Collected data entries:
══════

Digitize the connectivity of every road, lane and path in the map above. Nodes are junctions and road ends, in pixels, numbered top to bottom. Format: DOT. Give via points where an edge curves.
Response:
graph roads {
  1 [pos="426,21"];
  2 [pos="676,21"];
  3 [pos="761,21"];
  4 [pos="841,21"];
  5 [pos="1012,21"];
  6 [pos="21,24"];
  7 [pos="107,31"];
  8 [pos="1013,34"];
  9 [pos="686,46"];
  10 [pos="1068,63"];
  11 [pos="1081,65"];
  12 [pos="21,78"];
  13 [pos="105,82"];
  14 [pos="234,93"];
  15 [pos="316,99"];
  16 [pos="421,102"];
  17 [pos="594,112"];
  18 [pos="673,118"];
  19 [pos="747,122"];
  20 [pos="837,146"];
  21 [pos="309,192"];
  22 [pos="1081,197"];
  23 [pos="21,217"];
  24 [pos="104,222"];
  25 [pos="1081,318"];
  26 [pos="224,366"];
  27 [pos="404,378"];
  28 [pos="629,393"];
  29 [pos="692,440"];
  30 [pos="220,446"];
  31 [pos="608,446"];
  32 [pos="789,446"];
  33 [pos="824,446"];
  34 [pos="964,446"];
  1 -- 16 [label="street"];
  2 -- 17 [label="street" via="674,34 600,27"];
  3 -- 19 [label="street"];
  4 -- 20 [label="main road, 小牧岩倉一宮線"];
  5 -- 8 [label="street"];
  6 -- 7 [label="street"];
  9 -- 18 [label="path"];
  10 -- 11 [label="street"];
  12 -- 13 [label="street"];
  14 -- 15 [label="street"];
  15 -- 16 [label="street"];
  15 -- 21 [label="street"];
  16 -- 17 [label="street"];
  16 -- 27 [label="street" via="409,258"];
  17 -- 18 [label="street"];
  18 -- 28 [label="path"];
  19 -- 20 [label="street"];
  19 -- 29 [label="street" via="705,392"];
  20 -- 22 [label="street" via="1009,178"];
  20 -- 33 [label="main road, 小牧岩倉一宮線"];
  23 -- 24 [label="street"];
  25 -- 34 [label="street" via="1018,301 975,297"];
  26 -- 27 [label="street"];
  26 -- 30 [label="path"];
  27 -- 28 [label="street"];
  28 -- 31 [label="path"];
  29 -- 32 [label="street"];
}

══════

• _Goal of the exercise_
Provide an exact transcription of every entry above.

• _Task response_
Digitize the connectivity of every road, lane and path in the map above. Nodes are junctions and road ends, in pixels, numbered top to bottom. Format: DOT. Give via points where an edge curves.
Response:
graph roads {
  1 [pos="426,21"];
  2 [pos="676,21"];
  3 [pos="761,21"];
  4 [pos="841,21"];
  5 [pos="1012,21"];
  6 [pos="21,24"];
  7 [pos="107,31"];
  8 [pos="1013,34"];
  9 [pos="686,46"];
  10 [pos="1068,63"];
  11 [pos="1081,65"];
  12 [pos="21,78"];
  13 [pos="105,82"];
  14 [pos="234,93"];
  15 [pos="316,99"];
  16 [pos="421,102"];
  17 [pos="594,112"];
  18 [pos="673,118"];
  19 [pos="747,122"];
  20 [pos="837,146"];
  21 [pos="309,192"];
  22 [pos="1081,197"];
  23 [pos="21,217"];
  24 [pos="104,222"];
  25 [pos="1081,318"];
  26 [pos="224,366"];
  27 [pos="404,378"];
  28 [pos="629,393"];
  29 [pos="692,440"];
  30 [pos="220,446"];
  31 [pos="608,446"];
  32 [pos="789,446"];
  33 [pos="824,446"];
  34 [pos="964,446"];
  1 -- 16 [label="street"];
  2 -- 17 [label="street" via="674,34 600,27"];
  3 -- 19 [label="street"];
  4 -- 20 [label="main road, 小牧岩倉一宮線"];
  5 -- 8 [label="street"];
  6 -- 7 [label="street"];
  9 -- 18 [label="path"];
  10 -- 11 [label="street"];
  12 -- 13 [label="street"];
  14 -- 15 [label="street"];
  15 -- 16 [label="street"];
  15 -- 21 [label="street"];
  16 -- 17 [label="street"];
  16 -- 27 [label="street" via="409,258"];
  17 -- 18 [label="street"];
  18 -- 28 [label="path"];
  19 -- 20 [label="street"];
  19 -- 29 [label="street" via="705,392"];
  20 -- 22 [label="street" via="1009,178"];
  20 -- 33 [label="main road, 小牧岩倉一宮線"];
  23 -- 24 [label="street"];
  25 -- 34 [label="street" via="1018,301 975,297"];
  26 -- 27 [label="street"];
  26 -- 30 [label="path"];
  27 -- 28 [label="street"];
  28 -- 31 [label="path"];
  29 -- 32 [label="street"];
}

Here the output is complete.